(REQUIRED WORK)
Would you please transcribe the data in full and exactly, excluding images?

(Saved entries)
★ ★ ★ ★ ★

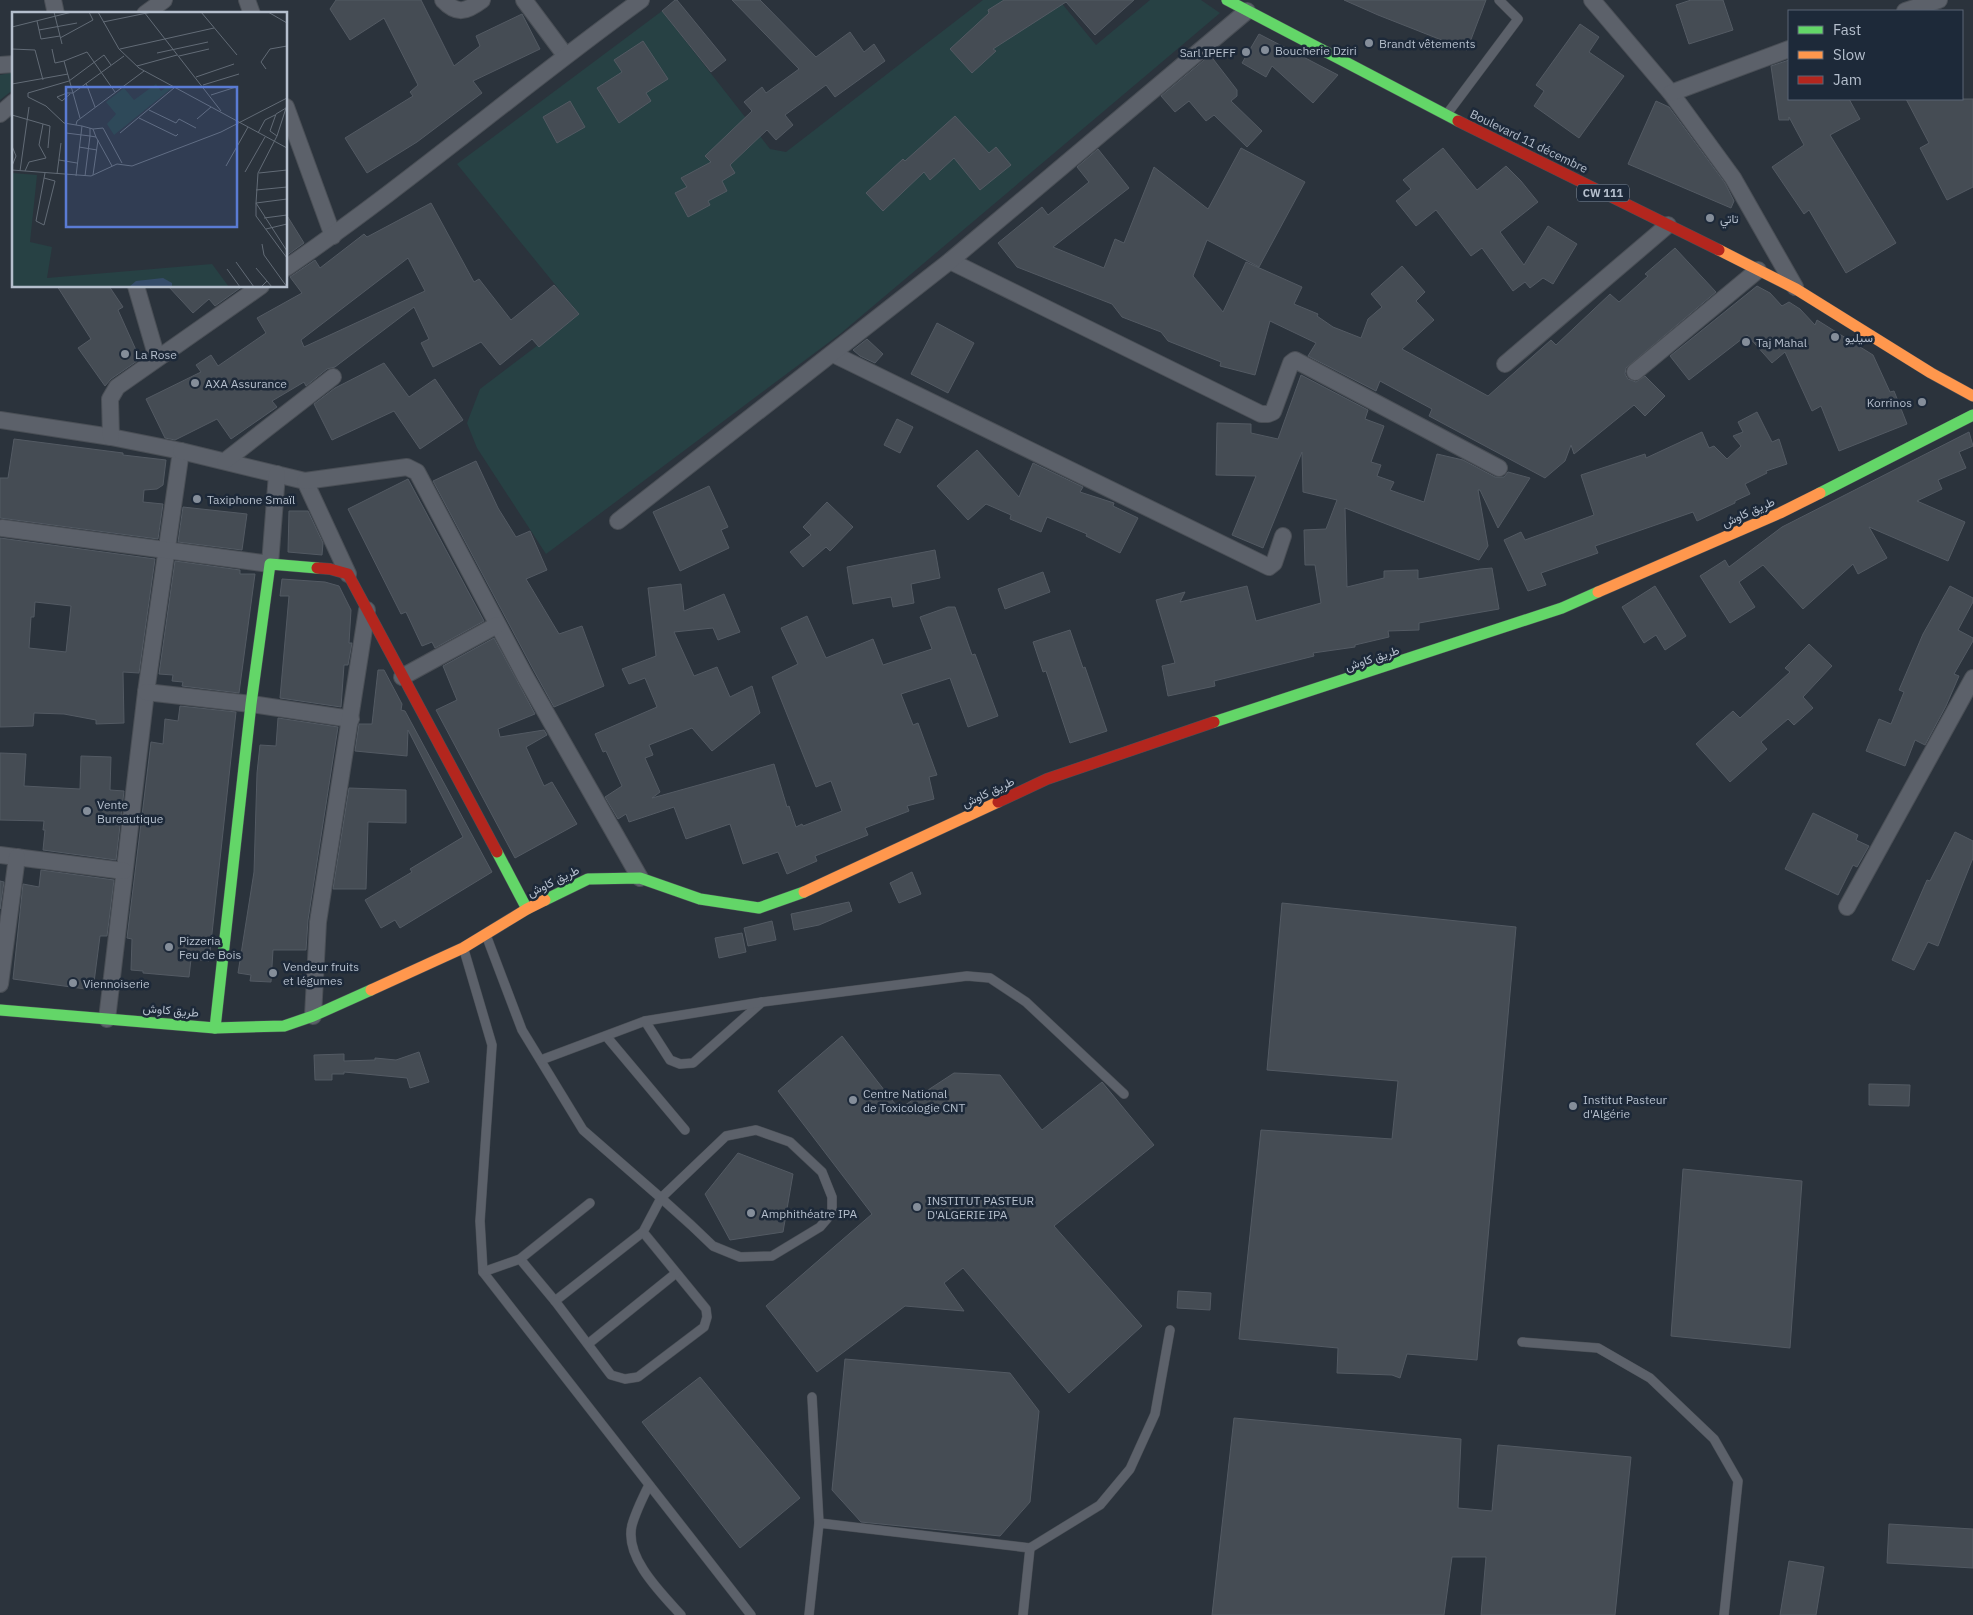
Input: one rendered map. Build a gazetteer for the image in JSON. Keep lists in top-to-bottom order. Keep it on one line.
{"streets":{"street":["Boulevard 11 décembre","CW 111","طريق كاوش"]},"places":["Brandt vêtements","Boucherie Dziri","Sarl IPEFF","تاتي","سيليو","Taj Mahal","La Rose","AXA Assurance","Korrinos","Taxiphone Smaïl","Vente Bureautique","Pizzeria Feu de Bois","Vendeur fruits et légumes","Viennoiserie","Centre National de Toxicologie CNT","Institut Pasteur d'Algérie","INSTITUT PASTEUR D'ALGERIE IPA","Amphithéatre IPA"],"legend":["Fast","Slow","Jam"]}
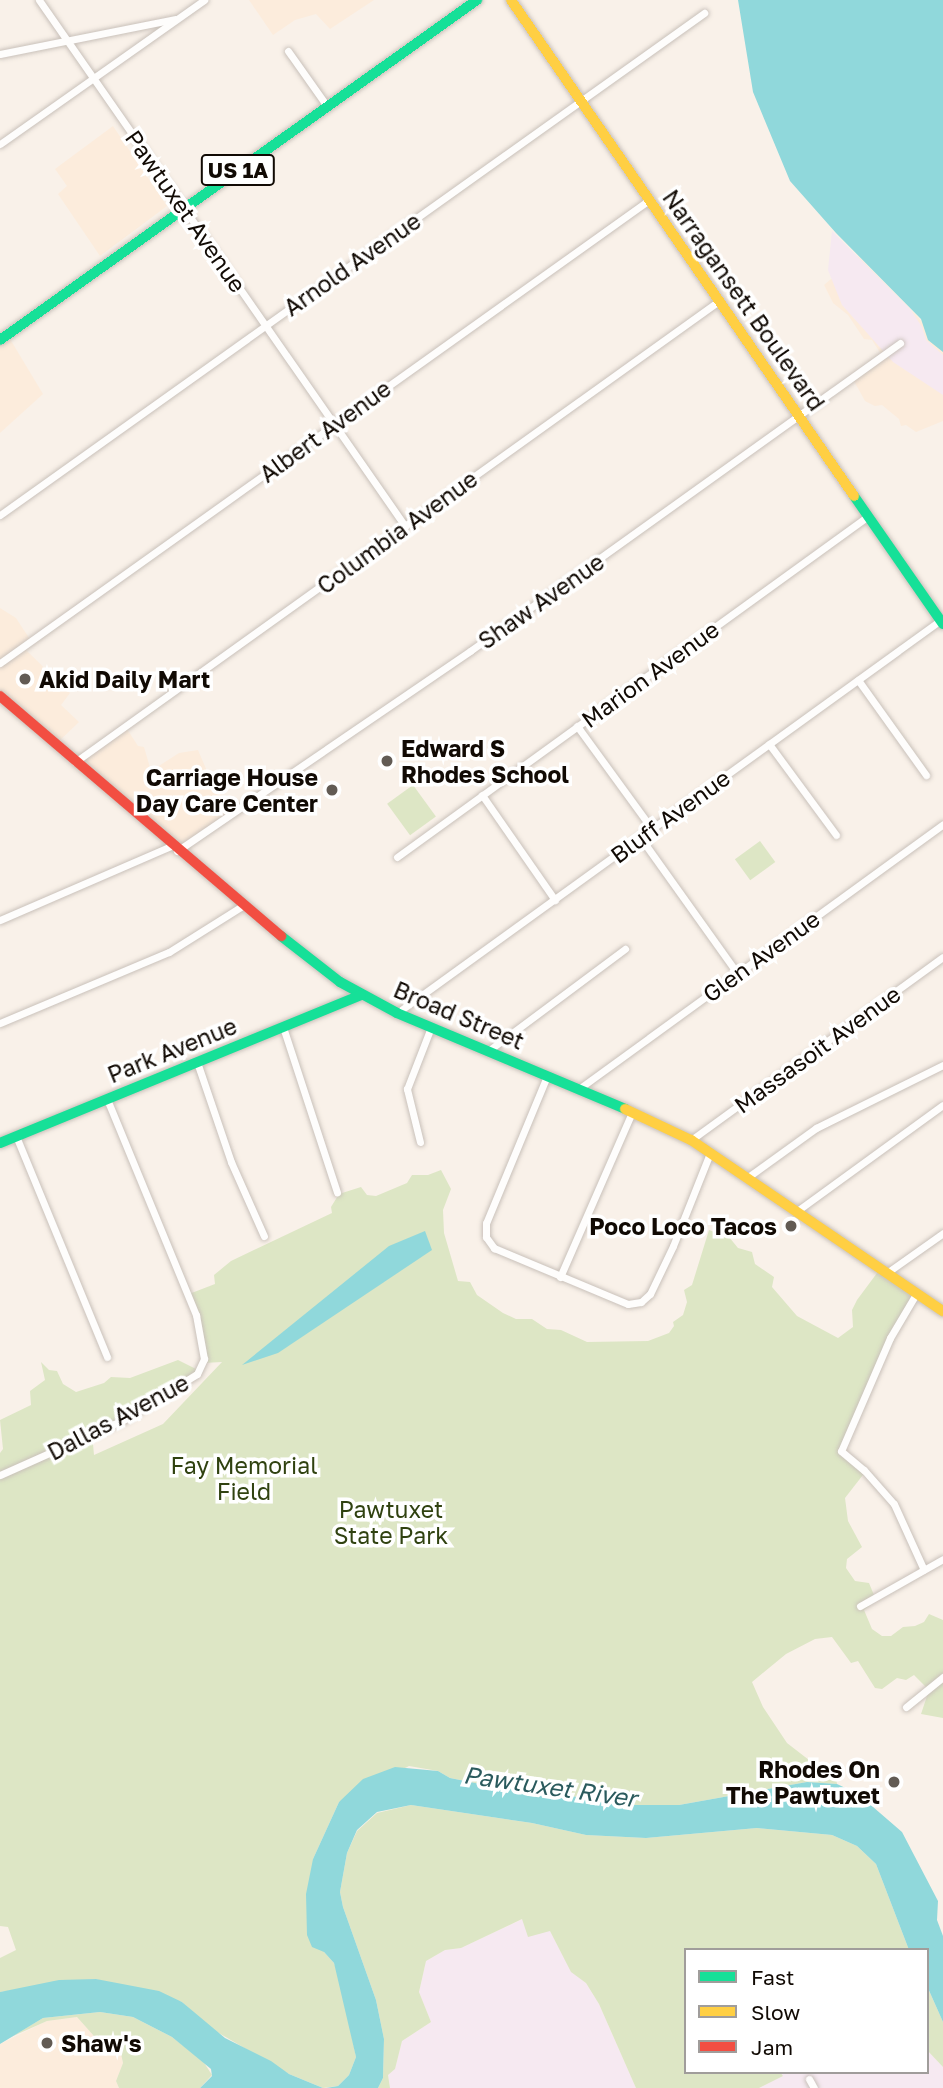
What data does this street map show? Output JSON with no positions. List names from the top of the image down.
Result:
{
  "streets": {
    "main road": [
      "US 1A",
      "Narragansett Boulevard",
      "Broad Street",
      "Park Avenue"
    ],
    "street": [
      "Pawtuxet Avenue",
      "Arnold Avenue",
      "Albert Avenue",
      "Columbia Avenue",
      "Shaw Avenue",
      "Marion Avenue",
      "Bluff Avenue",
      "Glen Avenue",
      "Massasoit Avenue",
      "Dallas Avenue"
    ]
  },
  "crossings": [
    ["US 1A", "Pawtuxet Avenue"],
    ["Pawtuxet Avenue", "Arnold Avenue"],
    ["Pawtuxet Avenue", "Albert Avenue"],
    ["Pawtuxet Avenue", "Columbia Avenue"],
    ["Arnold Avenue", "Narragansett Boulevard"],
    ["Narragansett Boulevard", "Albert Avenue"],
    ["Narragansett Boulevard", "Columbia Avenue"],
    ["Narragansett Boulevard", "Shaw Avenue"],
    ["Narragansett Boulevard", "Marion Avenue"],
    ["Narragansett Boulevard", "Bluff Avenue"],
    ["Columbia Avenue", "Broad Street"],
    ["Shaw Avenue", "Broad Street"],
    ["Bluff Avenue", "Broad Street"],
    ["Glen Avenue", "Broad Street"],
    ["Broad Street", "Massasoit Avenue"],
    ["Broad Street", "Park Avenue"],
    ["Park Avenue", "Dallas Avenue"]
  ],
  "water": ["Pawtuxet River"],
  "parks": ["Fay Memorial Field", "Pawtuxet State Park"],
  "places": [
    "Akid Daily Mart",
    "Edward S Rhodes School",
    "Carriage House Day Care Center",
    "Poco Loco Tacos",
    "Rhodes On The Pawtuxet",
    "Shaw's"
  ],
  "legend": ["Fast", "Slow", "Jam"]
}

★ ★ ★ ★ ★

(REPLY)
Input: one rendered map. Build a gazetteer for the image in JSON. Keep lists in top-to-bottom order. Keep it on one line.
{"streets":{"street":["Boulevard 11 décembre","CW 111","طريق كاوش"]},"places":["Brandt vêtements","Boucherie Dziri","Sarl IPEFF","تاتي","سيليو","Taj Mahal","La Rose","AXA Assurance","Korrinos","Taxiphone Smaïl","Vente Bureautique","Pizzeria Feu de Bois","Vendeur fruits et légumes","Viennoiserie","Centre National de Toxicologie CNT","Institut Pasteur d'Algérie","INSTITUT PASTEUR D'ALGERIE IPA","Amphithéatre IPA"],"legend":["Fast","Slow","Jam"]}
What data does this street map show? Output JSON with no positions. List names from the top of the image down.
Result:
{
  "streets": {
    "main road": [
      "US 1A",
      "Narragansett Boulevard",
      "Broad Street",
      "Park Avenue"
    ],
    "street": [
      "Pawtuxet Avenue",
      "Arnold Avenue",
      "Albert Avenue",
      "Columbia Avenue",
      "Shaw Avenue",
      "Marion Avenue",
      "Bluff Avenue",
      "Glen Avenue",
      "Massasoit Avenue",
      "Dallas Avenue"
    ]
  },
  "crossings": [
    ["US 1A", "Pawtuxet Avenue"],
    ["Pawtuxet Avenue", "Arnold Avenue"],
    ["Pawtuxet Avenue", "Albert Avenue"],
    ["Pawtuxet Avenue", "Columbia Avenue"],
    ["Arnold Avenue", "Narragansett Boulevard"],
    ["Narragansett Boulevard", "Albert Avenue"],
    ["Narragansett Boulevard", "Columbia Avenue"],
    ["Narragansett Boulevard", "Shaw Avenue"],
    ["Narragansett Boulevard", "Marion Avenue"],
    ["Narragansett Boulevard", "Bluff Avenue"],
    ["Columbia Avenue", "Broad Street"],
    ["Shaw Avenue", "Broad Street"],
    ["Bluff Avenue", "Broad Street"],
    ["Glen Avenue", "Broad Street"],
    ["Broad Street", "Massasoit Avenue"],
    ["Broad Street", "Park Avenue"],
    ["Park Avenue", "Dallas Avenue"]
  ],
  "water": ["Pawtuxet River"],
  "parks": ["Fay Memorial Field", "Pawtuxet State Park"],
  "places": [
    "Akid Daily Mart",
    "Edward S Rhodes School",
    "Carriage House Day Care Center",
    "Poco Loco Tacos",
    "Rhodes On The Pawtuxet",
    "Shaw's"
  ],
  "legend": ["Fast", "Slow", "Jam"]
}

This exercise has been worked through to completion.